Since its discovery in 1981, in fact, AIDS has killed an estimated 36 million people around the world. But an almost equal number of people — 35 million — are currently living with the virus.

Anderson himself was told by doctors that he would die in 18 months when he was diagnosed with HIV in the 1980s; his partner Gary died of HIV/AIDS complications in 1999. Anderson said he has struggled for two decades with depression, anger, anxiety, hopelessness and survivors’ guilt.

“In the beginning, everyone around me was dying,” he wrote on Let’s Kick ASS’s website. “It was a very trying time, but also very purposeful. We had a purpose keeping everyone as alive as possible. I was slow coming to grips with the possibility that I might survive. I could talk the talk as a survivor, but I never really internalized I would live.”

That has all changed with the advent of antiretroviral therapies, but Anderson says the battle isn’t over. “We hear about the end of AIDS, which is very well intended. But for the generation I belong to, we went through a war together. Just because the war is over doesn’t mean it has ended for us. We still need to heal and to optimize our lives.”

Anderson told the San Francisco AIDS Foundation’s BetaBlog that he’s seen many survivors “wanting to connect after being disconnected for a long time. There was a period there when the meds got better and people stopped dying and we all just retreated to take a deep breath, and now it’s time to pop our heads out of the sand and look around and say, ‘What’s next?’”

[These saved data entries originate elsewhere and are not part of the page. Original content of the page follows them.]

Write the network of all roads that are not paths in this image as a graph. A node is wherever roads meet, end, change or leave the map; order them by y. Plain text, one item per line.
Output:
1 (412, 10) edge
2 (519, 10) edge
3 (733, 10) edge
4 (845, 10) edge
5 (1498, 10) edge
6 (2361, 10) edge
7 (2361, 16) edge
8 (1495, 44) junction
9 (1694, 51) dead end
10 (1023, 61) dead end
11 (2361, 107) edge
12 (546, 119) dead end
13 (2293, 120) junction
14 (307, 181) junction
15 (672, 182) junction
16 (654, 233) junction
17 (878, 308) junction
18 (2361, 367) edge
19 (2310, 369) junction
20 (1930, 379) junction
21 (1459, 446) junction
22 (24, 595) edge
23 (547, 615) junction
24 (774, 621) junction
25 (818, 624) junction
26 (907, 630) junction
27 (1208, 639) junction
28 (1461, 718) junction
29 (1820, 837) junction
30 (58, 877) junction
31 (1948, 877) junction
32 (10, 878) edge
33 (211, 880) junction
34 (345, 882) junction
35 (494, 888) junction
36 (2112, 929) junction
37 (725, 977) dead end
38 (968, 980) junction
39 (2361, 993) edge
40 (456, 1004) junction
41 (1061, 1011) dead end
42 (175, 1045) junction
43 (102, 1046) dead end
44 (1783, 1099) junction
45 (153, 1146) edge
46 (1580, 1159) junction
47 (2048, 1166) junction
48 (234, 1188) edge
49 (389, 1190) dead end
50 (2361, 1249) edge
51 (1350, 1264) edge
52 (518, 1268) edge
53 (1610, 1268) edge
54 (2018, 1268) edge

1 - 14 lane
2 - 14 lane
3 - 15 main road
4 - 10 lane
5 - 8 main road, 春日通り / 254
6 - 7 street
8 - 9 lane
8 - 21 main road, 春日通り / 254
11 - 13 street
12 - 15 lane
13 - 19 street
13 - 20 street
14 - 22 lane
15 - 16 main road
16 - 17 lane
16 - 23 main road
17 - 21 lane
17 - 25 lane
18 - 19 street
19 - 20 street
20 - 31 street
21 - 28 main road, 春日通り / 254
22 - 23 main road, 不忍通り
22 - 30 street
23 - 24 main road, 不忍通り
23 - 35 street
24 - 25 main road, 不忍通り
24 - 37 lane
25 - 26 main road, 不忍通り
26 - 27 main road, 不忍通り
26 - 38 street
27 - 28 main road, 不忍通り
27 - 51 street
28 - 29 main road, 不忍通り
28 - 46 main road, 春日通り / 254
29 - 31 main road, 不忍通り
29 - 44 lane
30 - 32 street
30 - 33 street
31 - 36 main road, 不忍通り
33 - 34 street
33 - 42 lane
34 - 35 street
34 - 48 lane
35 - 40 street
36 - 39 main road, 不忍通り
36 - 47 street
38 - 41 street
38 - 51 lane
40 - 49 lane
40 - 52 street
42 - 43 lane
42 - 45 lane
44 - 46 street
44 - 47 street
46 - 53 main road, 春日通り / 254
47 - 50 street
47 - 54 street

To that end, Let’s Kick ASS hosted its first “survivor summit” this past June and aims for a much bigger event on June 5, 2015. “I hope on June 5 and the rest of the year you’ll find ways to seek out survivors and listen to them,” wrote Anderson in POZ magazine, which chronicles the lives of people affected by HIV/AIDS. “Do not just accept ‘I’m fine’ when you ask, ‘How are you?’ Listen to them. Acknowledge that they’ve come through the fire but they can dream and be happy.”

About the Author

Gina Shaw is the medical writer for The Washington Diplomat.